## Work to be completed
A faithful transcription of all the data is required.

(Beginning of The input)

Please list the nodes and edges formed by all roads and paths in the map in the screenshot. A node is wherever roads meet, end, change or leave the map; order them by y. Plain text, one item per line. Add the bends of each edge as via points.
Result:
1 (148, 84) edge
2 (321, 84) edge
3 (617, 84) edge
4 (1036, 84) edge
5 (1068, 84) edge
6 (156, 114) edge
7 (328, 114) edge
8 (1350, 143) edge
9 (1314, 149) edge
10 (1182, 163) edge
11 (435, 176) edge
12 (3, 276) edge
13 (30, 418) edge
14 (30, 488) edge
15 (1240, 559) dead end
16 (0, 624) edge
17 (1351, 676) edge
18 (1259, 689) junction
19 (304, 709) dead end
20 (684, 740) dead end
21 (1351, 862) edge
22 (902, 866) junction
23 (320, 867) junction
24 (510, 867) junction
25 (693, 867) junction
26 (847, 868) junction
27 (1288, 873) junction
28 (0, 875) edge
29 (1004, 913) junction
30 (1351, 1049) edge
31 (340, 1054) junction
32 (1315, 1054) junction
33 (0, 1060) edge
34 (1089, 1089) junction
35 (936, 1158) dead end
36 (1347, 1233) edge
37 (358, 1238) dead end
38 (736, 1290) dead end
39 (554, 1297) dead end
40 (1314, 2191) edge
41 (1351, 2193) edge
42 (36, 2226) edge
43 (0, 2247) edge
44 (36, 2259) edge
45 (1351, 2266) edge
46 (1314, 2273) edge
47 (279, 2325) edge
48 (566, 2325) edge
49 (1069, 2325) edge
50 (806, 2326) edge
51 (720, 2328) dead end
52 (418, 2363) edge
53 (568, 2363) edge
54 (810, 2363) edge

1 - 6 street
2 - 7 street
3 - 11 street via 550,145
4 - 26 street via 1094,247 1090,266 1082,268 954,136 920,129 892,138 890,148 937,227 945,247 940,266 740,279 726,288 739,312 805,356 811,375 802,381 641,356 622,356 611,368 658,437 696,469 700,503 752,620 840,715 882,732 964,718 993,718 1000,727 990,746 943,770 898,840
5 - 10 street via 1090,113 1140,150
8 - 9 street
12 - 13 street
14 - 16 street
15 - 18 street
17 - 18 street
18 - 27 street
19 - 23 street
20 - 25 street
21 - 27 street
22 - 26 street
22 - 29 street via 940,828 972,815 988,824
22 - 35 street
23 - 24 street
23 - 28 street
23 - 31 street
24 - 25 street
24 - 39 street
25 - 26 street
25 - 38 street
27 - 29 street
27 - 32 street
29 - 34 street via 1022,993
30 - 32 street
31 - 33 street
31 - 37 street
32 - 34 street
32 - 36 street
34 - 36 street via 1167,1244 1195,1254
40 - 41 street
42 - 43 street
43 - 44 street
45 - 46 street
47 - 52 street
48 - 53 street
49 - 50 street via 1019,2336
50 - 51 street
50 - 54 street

(End of The input)

## Solution below
Please list the nodes and edges formed by all roads and paths in the map in the screenshot. A node is wherever roads meet, end, change or leave the map; order them by y. Plain text, one item per line. Add the bends of each edge as via points.
Result:
1 (148, 84) edge
2 (321, 84) edge
3 (617, 84) edge
4 (1036, 84) edge
5 (1068, 84) edge
6 (156, 114) edge
7 (328, 114) edge
8 (1350, 143) edge
9 (1314, 149) edge
10 (1182, 163) edge
11 (435, 176) edge
12 (3, 276) edge
13 (30, 418) edge
14 (30, 488) edge
15 (1240, 559) dead end
16 (0, 624) edge
17 (1351, 676) edge
18 (1259, 689) junction
19 (304, 709) dead end
20 (684, 740) dead end
21 (1351, 862) edge
22 (902, 866) junction
23 (320, 867) junction
24 (510, 867) junction
25 (693, 867) junction
26 (847, 868) junction
27 (1288, 873) junction
28 (0, 875) edge
29 (1004, 913) junction
30 (1351, 1049) edge
31 (340, 1054) junction
32 (1315, 1054) junction
33 (0, 1060) edge
34 (1089, 1089) junction
35 (936, 1158) dead end
36 (1347, 1233) edge
37 (358, 1238) dead end
38 (736, 1290) dead end
39 (554, 1297) dead end
40 (1314, 2191) edge
41 (1351, 2193) edge
42 (36, 2226) edge
43 (0, 2247) edge
44 (36, 2259) edge
45 (1351, 2266) edge
46 (1314, 2273) edge
47 (279, 2325) edge
48 (566, 2325) edge
49 (1069, 2325) edge
50 (806, 2326) edge
51 (720, 2328) dead end
52 (418, 2363) edge
53 (568, 2363) edge
54 (810, 2363) edge

1 - 6 street
2 - 7 street
3 - 11 street via 550,145
4 - 26 street via 1094,247 1090,266 1082,268 954,136 920,129 892,138 890,148 937,227 945,247 940,266 740,279 726,288 739,312 805,356 811,375 802,381 641,356 622,356 611,368 658,437 696,469 700,503 752,620 840,715 882,732 964,718 993,718 1000,727 990,746 943,770 898,840
5 - 10 street via 1090,113 1140,150
8 - 9 street
12 - 13 street
14 - 16 street
15 - 18 street
17 - 18 street
18 - 27 street
19 - 23 street
20 - 25 street
21 - 27 street
22 - 26 street
22 - 29 street via 940,828 972,815 988,824
22 - 35 street
23 - 24 street
23 - 28 street
23 - 31 street
24 - 25 street
24 - 39 street
25 - 26 street
25 - 38 street
27 - 29 street
27 - 32 street
29 - 34 street via 1022,993
30 - 32 street
31 - 33 street
31 - 37 street
32 - 34 street
32 - 36 street
34 - 36 street via 1167,1244 1195,1254
40 - 41 street
42 - 43 street
43 - 44 street
45 - 46 street
47 - 52 street
48 - 53 street
49 - 50 street via 1019,2336
50 - 51 street
50 - 54 street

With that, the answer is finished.